Le producteur immédiat de n'importe quel produit tend à
devenir chaque jour davantage l'humanité toute entière.
Les forces productives se développent de façon fantastique;
mais les valeurs d'usage continuent à ne circuler que par l'intermédiaire
des valeurs d'échange: l'échange reste le lien social entre
les hommes et les pays. Au fur et à mesure que le mode capitaliste
de production développe les capacités infinies de production
dont il est capable et socialise le processus même de la production,
il sape dans sa base sa loi fondamentale, la loi de la valeur; il abolit
à la fois la nécessité de l'échange
des biens et l'importance du « temps de travail socialement nécessaire
» à la reproduction d'un bien, en fonction duquel se règle
la proportionnalité de l'échange des marchandises.
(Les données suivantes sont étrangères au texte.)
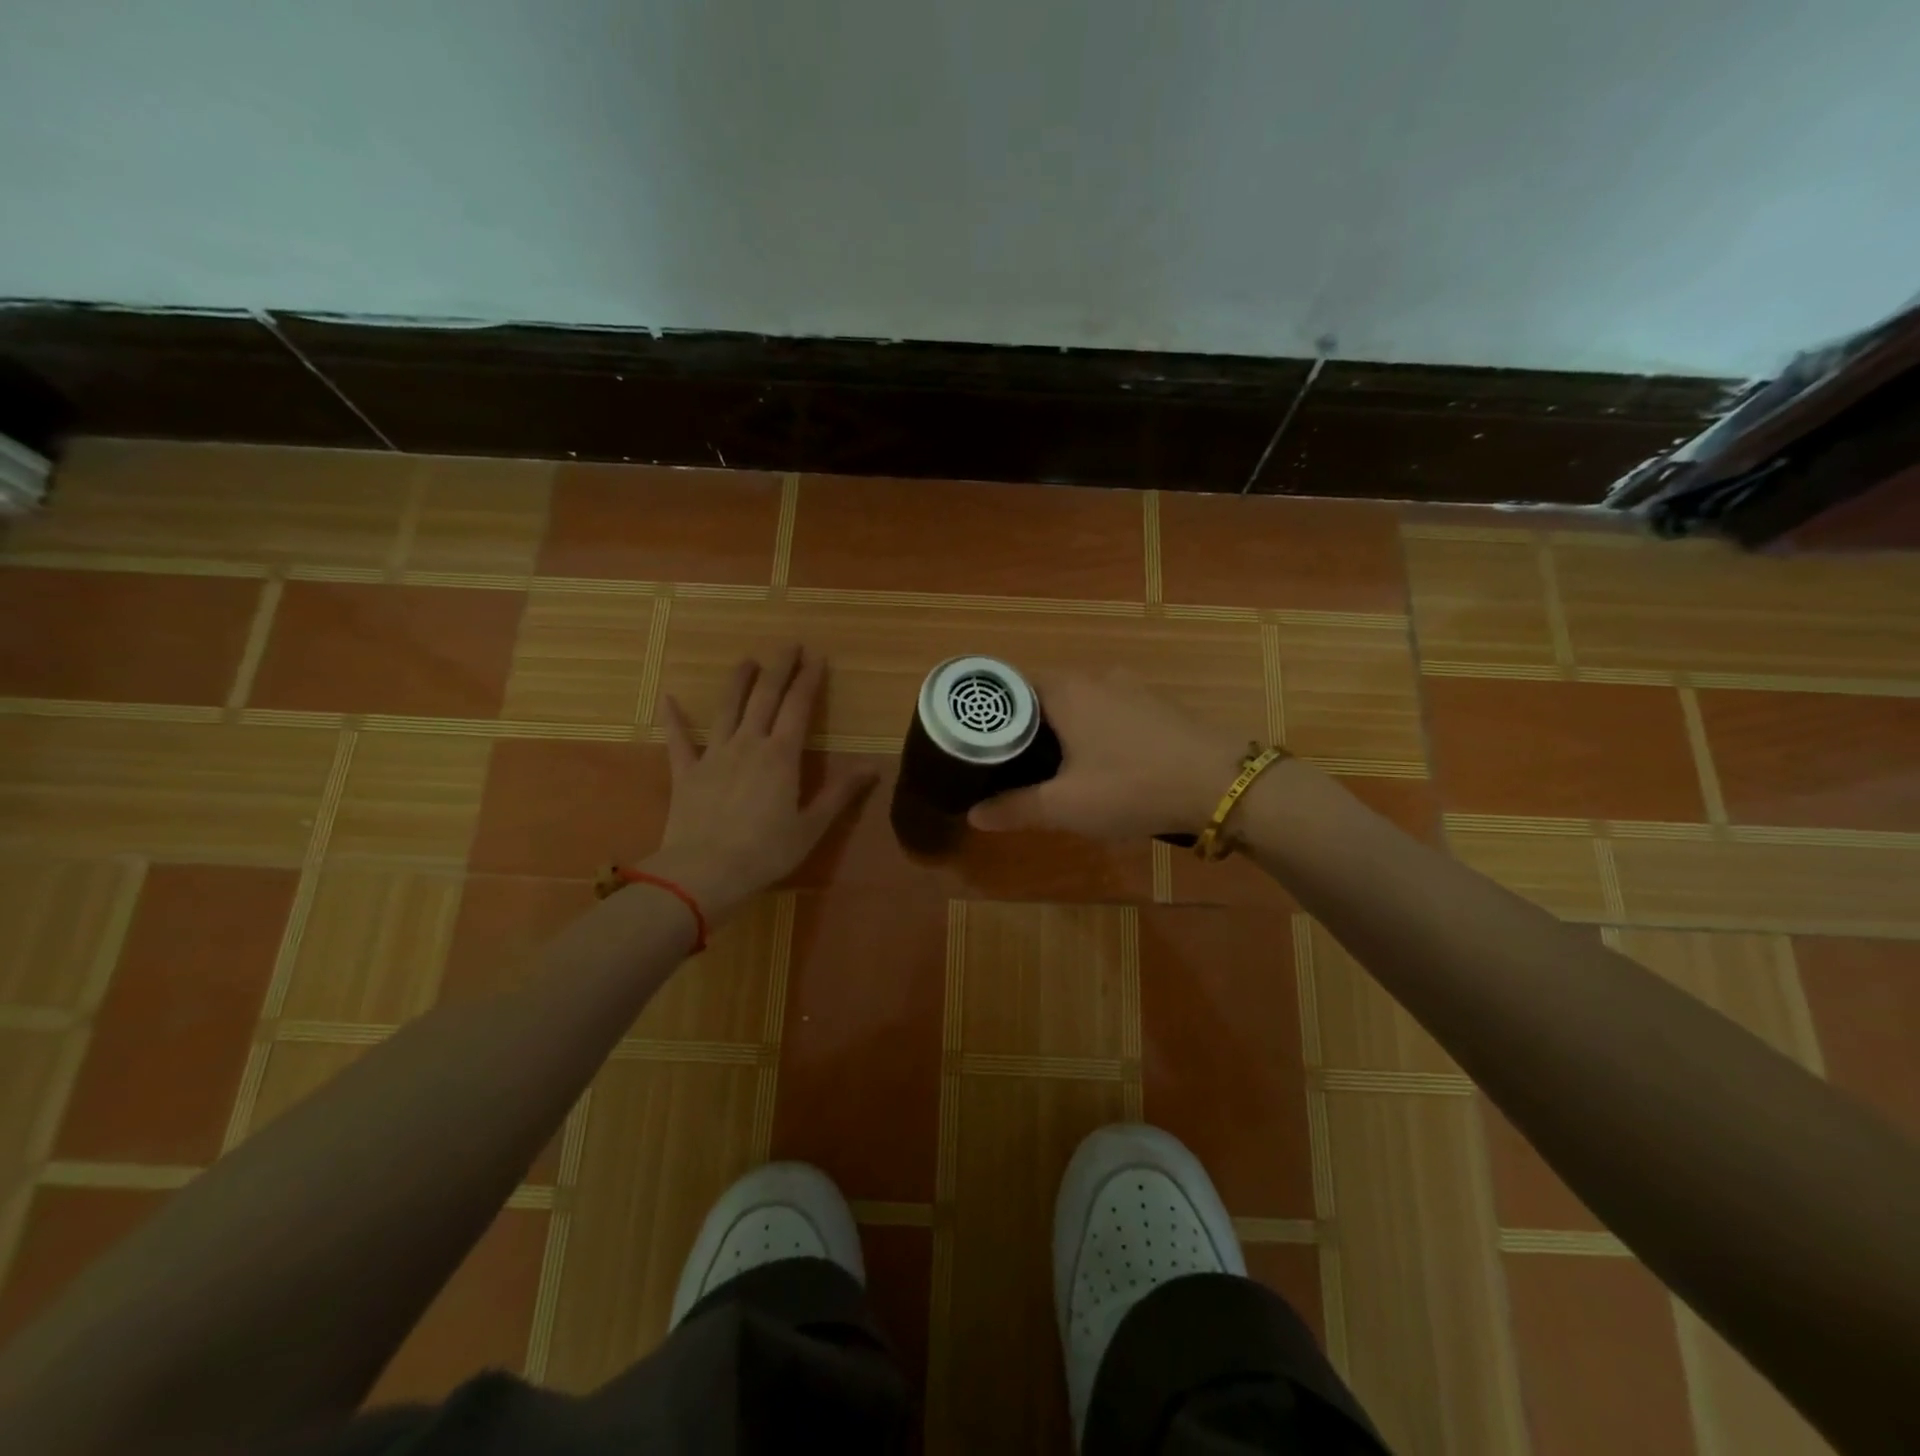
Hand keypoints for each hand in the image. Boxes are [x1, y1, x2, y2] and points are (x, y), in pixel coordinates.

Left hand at [646, 647, 877, 918]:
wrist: (704, 872)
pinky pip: (678, 739)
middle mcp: (748, 744)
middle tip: (789, 645)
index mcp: (782, 755)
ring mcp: (714, 754)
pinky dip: (674, 718)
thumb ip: (841, 793)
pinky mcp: (686, 771)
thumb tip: (874, 767)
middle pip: (765, 696)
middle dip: (779, 668)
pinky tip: (669, 698)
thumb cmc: (765, 852)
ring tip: (747, 661)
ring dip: (738, 681)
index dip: (809, 680)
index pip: (798, 706)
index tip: (817, 657)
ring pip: (727, 708)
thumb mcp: (812, 826)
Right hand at [968, 670, 1247, 839]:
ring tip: (1051, 764)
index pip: (1011, 686)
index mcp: (1065, 689)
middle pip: (1044, 693)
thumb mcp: (1065, 806)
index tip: (979, 744)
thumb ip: (1015, 808)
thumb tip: (973, 815)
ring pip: (1080, 700)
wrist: (1220, 783)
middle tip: (1010, 761)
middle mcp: (1095, 676)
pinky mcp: (1156, 703)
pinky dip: (1094, 728)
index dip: (992, 715)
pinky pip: (1109, 708)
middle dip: (1026, 724)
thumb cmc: (1131, 786)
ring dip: (1062, 726)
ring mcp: (1130, 686)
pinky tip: (1101, 762)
Les forces
de production créées par le capitalisme rendent absolument
périmée, irréelle, la forme marchande de
la répartition de la production sociale; la forme marchandise
que revêtent tous les produits du travail social apparaît
de plus en plus comme surimposée, comme un relique que la révolution
prolétarienne devra balayer.
§ 18 – « L'échange du travail
vivant contre du travail objectivé, c'est à dire la manifestation
du travail social sous la forme antagonique du capital et du salariat,
est l'ultime développement du rapport de la valeur et
de la production fondée sur la valeur.
La prémisse de ce rapport est que la masse du temps de travail
immédiat, la quantité de travail utilisée, représente
le facteur décisif de la production de richesses. Or, à
mesure que la grande industrie se développe, la création
de richesses dépend de moins en moins du temps de travail et de
la quantité de travail utilisée, et de plus en plus de la
puissance des agents mécaniques qui sont mis en mouvement pendant
la durée du travail. »...
« Avec ce bouleversement, ce n'est ni le temps de travail utilisé,
ni le travail immédiat effectué par l'homme qui apparaissent
comme le fondement principal de la production de richesses; c'est l'appropriation
de sa force productive générale, son intelligence de la
nature et sa faculté de la dominer, dés lors qu'il s'est
constitué un corps social; en un mot, le développement de
l'individu social représente le fondement essentiel de la production
et de la richesse »...
« Le capital est une contradiction en procès: d'une part,
il pousse à la réduction du travail à un minimum,
et d'autre part il pose le temps de travail comme la seule source et la
seule mesure de la richesse. »...
« Il (le capital) éveille toutes les forces de la science
et de la nature ainsi que celles de la coopération et de la circulation
sociales, afin de rendre la production de la richesse indépendante
(relativement) du temps de travail utilisé pour elle. D'autre part,
il prétend mesurer les gigantesques forces sociales ainsi créees
d'après l'étalon du temps de travail, et les enserrer dans
des limites étroites, nécessaires au maintien, en tant que
valeur, de la valeur déjà produite. »... (Marx, Fondements
de la critique de l'économie politique, t. II, p.220 et suivantes)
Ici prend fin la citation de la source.